Let me demonstrate. Suppose you acquire a black shiny Toyota Harrier (2010 model) for about ugx 60m and you use a five-year credit facility at say 22% interest rate per annum. Within five years you will have repaid a total of ugx 99.6m with a monthly repayment of ugx 1.66m. The total interest cost would have come to ugx 39.6m (this figure excludes all the loan fees including arrangement fees and insurance). In five years the value of your car will probably be less than ugx 30m. So in essence you have a driven a nice comfy car but it is a bad investment and you have lost money.
Now what if you had invested the ugx 60m in a simple Unit trust earning 11% per year? This investment would have grown to ugx 101.1m in five years. So you can clearly see that investing the cash in a real investment is better than buying the car.

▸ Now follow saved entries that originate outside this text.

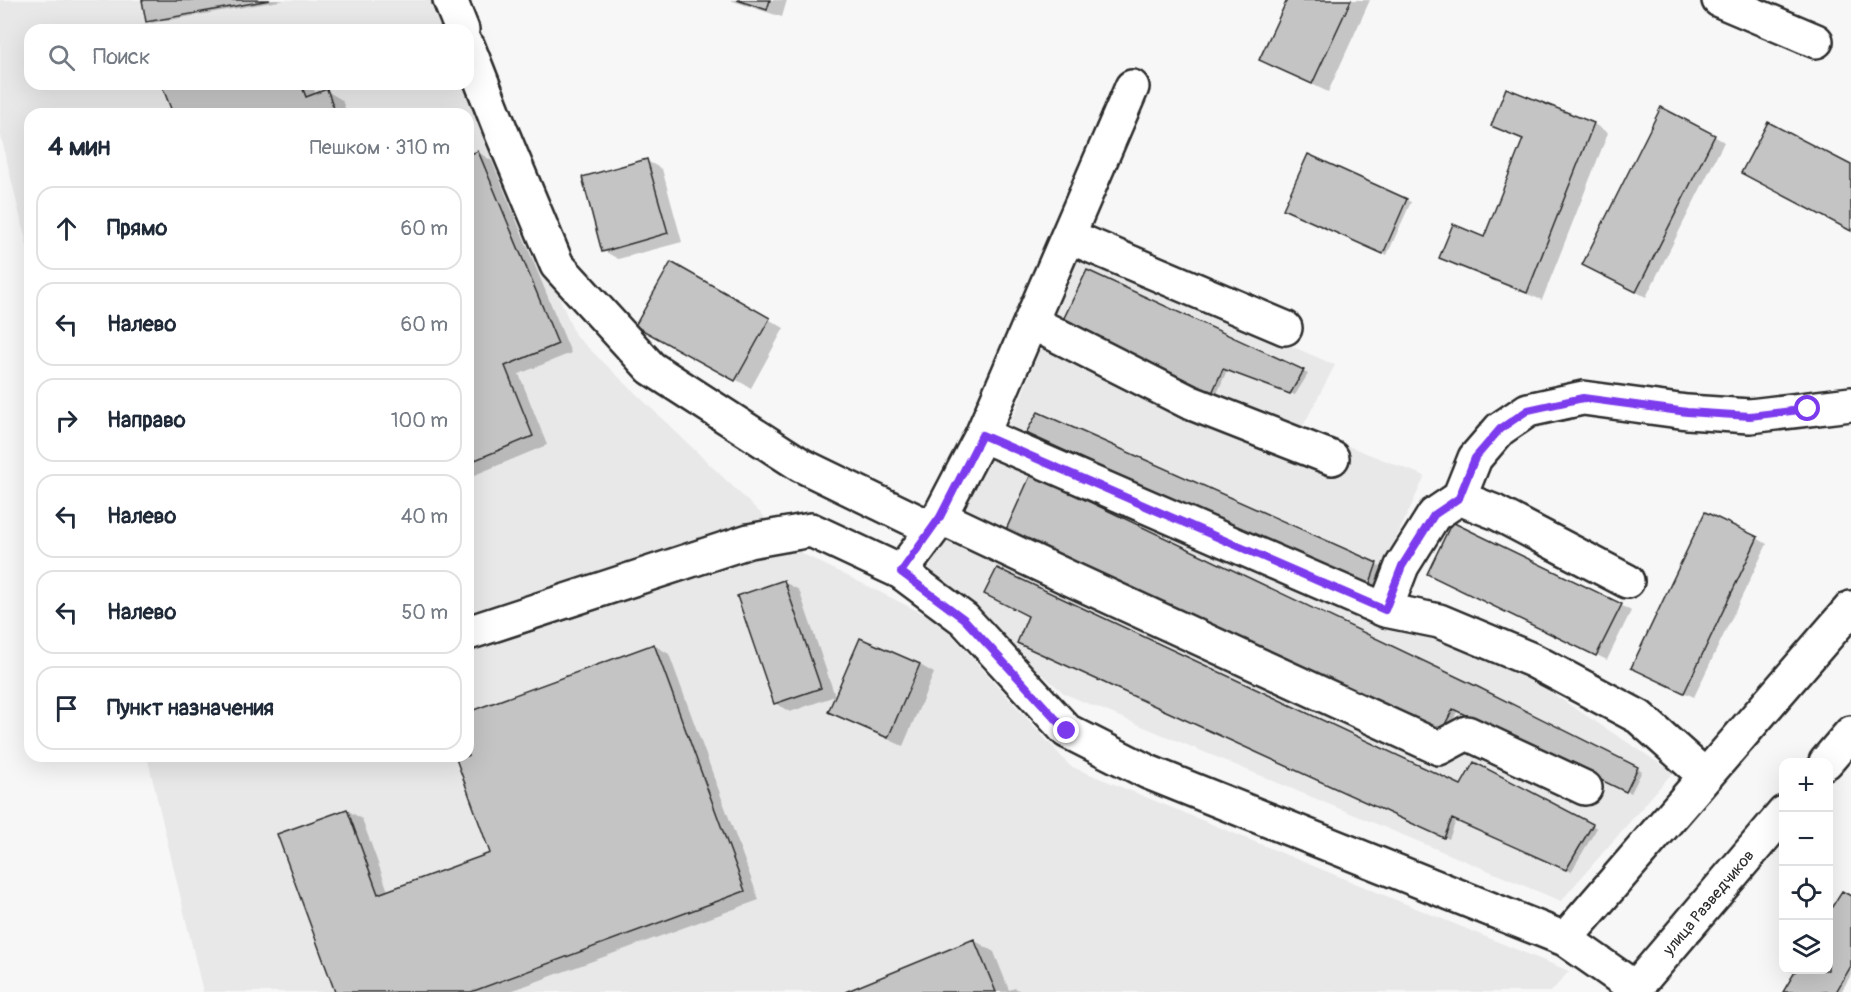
<!DOCTYPE html>
<html lang="ru">
<head>
<meta charset="utf-8">
<style>
  :root { --surface:#fff; --page:#f6f6f7; --text:#1f2937; --muted:#747a83; --line:#e0e1e3 }
  body { margin:0; font-family:Pangolin,sans-serif; background:var(--page); color:var(--text) }
  .controls { position:absolute; right:18px; bottom:18px; display:grid; overflow:hidden; border-radius:12px; box-shadow:0 6px 24px #0002 }
  .controls button { width:54px; height:54px; display:grid; place-items:center; padding:0; border:0; border-bottom:2px solid var(--line); background:var(--surface); color:var(--text); font:30px sans-serif }
  .stop { position:absolute; width:18px; height:18px; margin:-14px; border:4px solid #7c3aed; border-radius:50%; background:#fff }
  .stop.end { background:#7c3aed; border-color:#fff; box-shadow:0 2px 6px #0008 }
  .list { margin:0; padding:0; list-style:none }
  h2 { display:flex; justify-content:space-between; align-items:center; height:78px; margin:0; padding:0 24px; font-size:26px }
  h2 small { font-size:20px; font-weight:400; color:var(--muted) }
  .list li { display:grid; grid-template-columns:39px 1fr auto; gap:18px; align-items:center; box-sizing:border-box; height:84px; margin:0 12px 12px; padding:0 12px; border:2px solid var(--line); border-radius:18px }
  .list b { display:block; font-size:22px; white-space:nowrap }
  .list em { font-size:20px; font-style:normal; color:var(--muted) }
  .icon { flex:none; width:33px; height:33px; fill:none; stroke:currentColor; stroke-width:2; stroke-linecap:round; stroke-linejoin:round }
  .map { position:relative; flex:none; width:1851px; height:992px; overflow:hidden }
  .search { position:absolute; background:var(--surface); box-shadow:0 6px 24px #0002; left:24px; top:24px; width:450px; height:66px; display:flex; align-items:center; gap:15px; box-sizing:border-box; padding:0 21px; border-radius:18px; color:var(--muted); font-size:22px }
  .panel { position:absolute; background:var(--surface); box-shadow:0 6px 24px #0002; left:24px; top:108px; width:450px; height:654px; border-radius:18px }
  .map>svg:first-child { display:block }
  .built { fill:#e8e8e8 }
  .shadow { fill:#0003 }
  .building { fill:#c4c4c4; stroke:#2b2b2b; stroke-width:1.5 }
  .lines { fill:none; stroke-linecap:round; stroke-linejoin:round }
  .minor-casing { stroke:#2b2b2b; stroke-width:38 }
  .major-casing { stroke:#2b2b2b; stroke-width:38 }
  .minor { stroke:#fff; stroke-width:33 }
  .major { stroke:#fff; stroke-width:33 }
  .route { stroke:#7c3aed; stroke-width:8 }
  .labels { text-anchor:middle; stroke-width:6; stroke-linejoin:round; paint-order:stroke }
  .street-label { font-size:16px; fill:#2b2b2b; stroke:#fff }
</style>
</head>
<body>
<div class="map">
<svg width="1851" height="992" viewBox="0 0 1851 992">
  <rect width="100%" height="100%" fill="#f7f7f7"/>
  <filter id="ink" filterUnits="userSpaceOnUse"><feTurbulence type="fractalNoise" baseFrequency=".0167" numOctaves="2"/><feDisplacementMap in="SourceGraphic" scale="12" xChannelSelector="R" yChannelSelector="G"/><feConvolveMatrix kernelMatrix="1 2 1 2 8 2 1 2 1" color-interpolation-filters="sRGB"/></filter>
  <g filter="url(#ink)">
    <path class="built" d="M0 0H436L448 30H30V84H468V77L575 335 803 554 940 622 1070 766 1569 971 1551 992H203L147 756H468V114H30V258L0 132Z
      M1077 254 1335 365 1302 428 1425 476 1395 541 1369 618 1510 666 1673 772 1561 901 1065 694 1006 643 928 571 1016 410Z"/>
    <path class="shadow" d="M144 0H285L152 23 147 21Z
      M730 0H787L782 17Z
      M1288 0H1370L1328 92 1276 67Z
      M172 84H312L316 95 327 91 342 100 347 114H175Z
      M1507 90 1594 124 1608 133 1542 300 1456 266 1441 258 1485 239 1524 141 1493 126Z
      M1714 136 1724 142 1646 297 1594 270Z
      M478 152 492 161 571 353 519 374 547 445 472 476 468 473V156Z
      M647 161 662 169 682 242 618 259 604 251Z
      M1406 200 1411 202 1387 255 1290 211Z
      M671 264 784 328 751 388 637 325Z
      M1088 272 1304 372 1308 374 1295 395 1227 370 1217 394 1069 322Z
      M1038 414 1377 565 1381 567 1373 590Z
      M1011 534 1476 687 1642 771 1631 793 1458 710 1446 734Z
      M1757 538 1767 544 1694 697 1642 673Z
      M1439 579 1621 605 1631 611 1607 660Z
      M784 582 799 590 835 696 790 712 775 703Z
      M861 640 920 665 934 673 903 746 845 720 830 712Z
      M654 645 669 654 759 900 508 992H337L347 810 362 819 388 891 492 854 456 756H468V714Z
      M1023 645 1461 787 1475 764 1597 828 1571 872 1456 821 1449 839Z
      M1851 898V975L1841 992H1785L1798 970H1828Z
      M974 940 994 952 1009 990 1015 988 1022 992H849Z"/>
    <path class="building" d="M142 0H270L146 22Z
      M737 0H770L767 10Z
      M1287 0H1351L1312 84 1259 60Z
      M167 84H301L306 97 327 89 336 114H173L162 86Z
      M1506 88 1594 123 1527 293 1439 258 1453 224 1484 237 1523 139 1491 126Z
      M1661 107 1715 135 1636 292 1582 265Z
      M1768 122 1851 165V231L1741 173Z
      M478 151 558 344 505 366 533 436 468 463V155Z
      M1308 154 1407 199 1383 254 1283 209Z
      M647 159 668 233 602 252 582 177Z
      M671 262 770 318 735 381 635 326Z
      M1087 270 1304 370 1290 394 1223 369 1212 393 1063 320Z
      M1038 412 1377 563 1368 589 1026 433Z
      M1031 474 1476 686 1638 767 1626 792 1453 709 1441 732 1005 532Z
      M1705 512 1758 537 1684 693 1631 668Z
      M1452 522 1622 604 1596 656 1427 574Z
      M997 568 1461 785 1474 762 1593 824 1566 870 1452 819 1444 838 1017 643 1028 616 984 594Z
      M784 580 821 688 774 704 737 596Z
      M860 638 920 664 888 738 828 712Z
      M654 644 745 891 471 992H335L277 834 347 809 378 894 490 853 455 756H468V712Z
      M1842 891 1851 896V966L1836 992H1783L1796 970H1828V913Z
      M974 939 996 992H845Z"/>
    <g class="lines">
      <defs>
        <path id="minor" d="M450 0 462 30
          M1719 0 1816 41
          M468 47 501 131 557 265 651 368 801 465 933 529
          M1068 236 1285 328
          M1031 322 1189 402 1332 458
          M982 435 1385 610 1439 621 1532 660 1639 717 1705 776
          M1459 498 1475 458 1500 429 1528 410 1583 398 1687 412 1750 416 1851 404
          M940 517 1069 578 1439 748 1467 733 1585 788
          M901 572 933 529 982 435 1132 87
          M1385 610 1402 566 1434 515 1459 498 1495 512 1627 581
          M468 633 749 541 811 530 901 572 964 619 1067 731 1148 772 1565 939 1635 988
          M1565 939 1851 608"/>
        <path id="major" d="M1826 762 1851 733
          M1632 992 1784 813"/>
      </defs>
      <use href="#minor" class="minor-casing"/>
      <use href="#major" class="major-casing"/>
      <use href="#minor" class="minor"/>
      <use href="#major" class="major"/>
    </g>
  </g>
  <g class="lines" filter="url(#ink)">
    <path class="route" d="M1067 731 964 619 901 572 940 517 982 435 1385 610 1402 566 1434 515 1459 498 1475 458 1500 429 1528 410 1583 398 1687 412 1750 416 1808 409"/>
  </g>
  <g class="labels">
    <g class="street-label">
      <text transform="translate(1708 902) rotate(-50)" y="6">улица Разведчиков</text>
    </g>
  </g>
</svg>
<div class="controls">
<button>+</button>
<button>−</button>
<button><svg class="icon" aria-label="locate" viewBox="0 0 24 24"><circle cx="12" cy="12" r="6"/><path d="M12 2v4M12 18v4M2 12h4M18 12h4"/></svg></button>
<button><svg class="icon" aria-label="layers" viewBox="0 0 24 24"><path d="M12 4l9 5-9 5-9-5zM3 14l9 5 9-5"/></svg></button>
</div>
<div class="stop" style="left:1808px;top:409px"></div>
<div class="stop end" style="left:1067px;top:731px"></div>
<div class="search"><svg class="icon" aria-label="search" viewBox="0 0 24 24"><circle cx="10" cy="10" r="6"/><path d="M15 15l6 6"/></svg>Поиск</div>
<section class="panel">
<h2>4 мин<small>Пешком · 310 m</small></h2>
<ul class="list">
<li><svg class="icon" aria-label="ahead" viewBox="0 0 24 24"><path d="M12 20V5M6 11l6-6 6 6"/></svg><div><b>Прямо</b></div><em>60 m</em></li>
<li><svg class="icon" aria-label="left" viewBox="0 0 24 24"><path d="M17 20v-9H6M10 6l-5 5 5 5"/></svg><div><b>Налево</b></div><em>60 m</em></li>
<li><svg class="icon" aria-label="right" viewBox="0 0 24 24"><path d="M7 20v-9h11M14 6l5 5-5 5"/></svg><div><b>Направо</b></div><em>100 m</em></li>
<li><svg class="icon" aria-label="left" viewBox="0 0 24 24"><path d="M17 20v-9H6M10 6l-5 5 5 5"/></svg><div><b>Налево</b></div><em>40 m</em></li>
<li><svg class="icon" aria-label="left" viewBox="0 0 24 24"><path d="M17 20v-9H6M10 6l-5 5 5 5"/></svg><div><b>Налево</b></div><em>50 m</em></li>
<li><svg class="icon" aria-label="arrive" viewBox="0 0 24 24"><path d="M6 21V4h12l-3 4 3 4H6"/></svg><div><b>Пункт назначения</b></div></li>
</ul>
</section>
</div>
</body>
</html>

Of course, some people will argue that cars are necessary and you can’t really do without one. I would definitely agree with these people and suggest to them to buy more affordable and reliable second-hand cars. I would also encourage them to save slowly and acquire the cars using cash rather than using credit. Alternatively, they could raise at least 60% of the car value and borrow only 40%.
We can see the logic behind my argument, but we all know that most people don’t make financial decisions logically. Most of us use emotion. We go to a car bond and fall in love with the prettiest car we can find which will make us look good among our peers, friends, and family. This traps us into buying cars we can’t afford and taking on unnecessary debt.
However, achieving financial independence requires us to sacrifice and be modest with our money. This way we incur some emotional pain in the short run but smile all the way to the bank a few years down the road.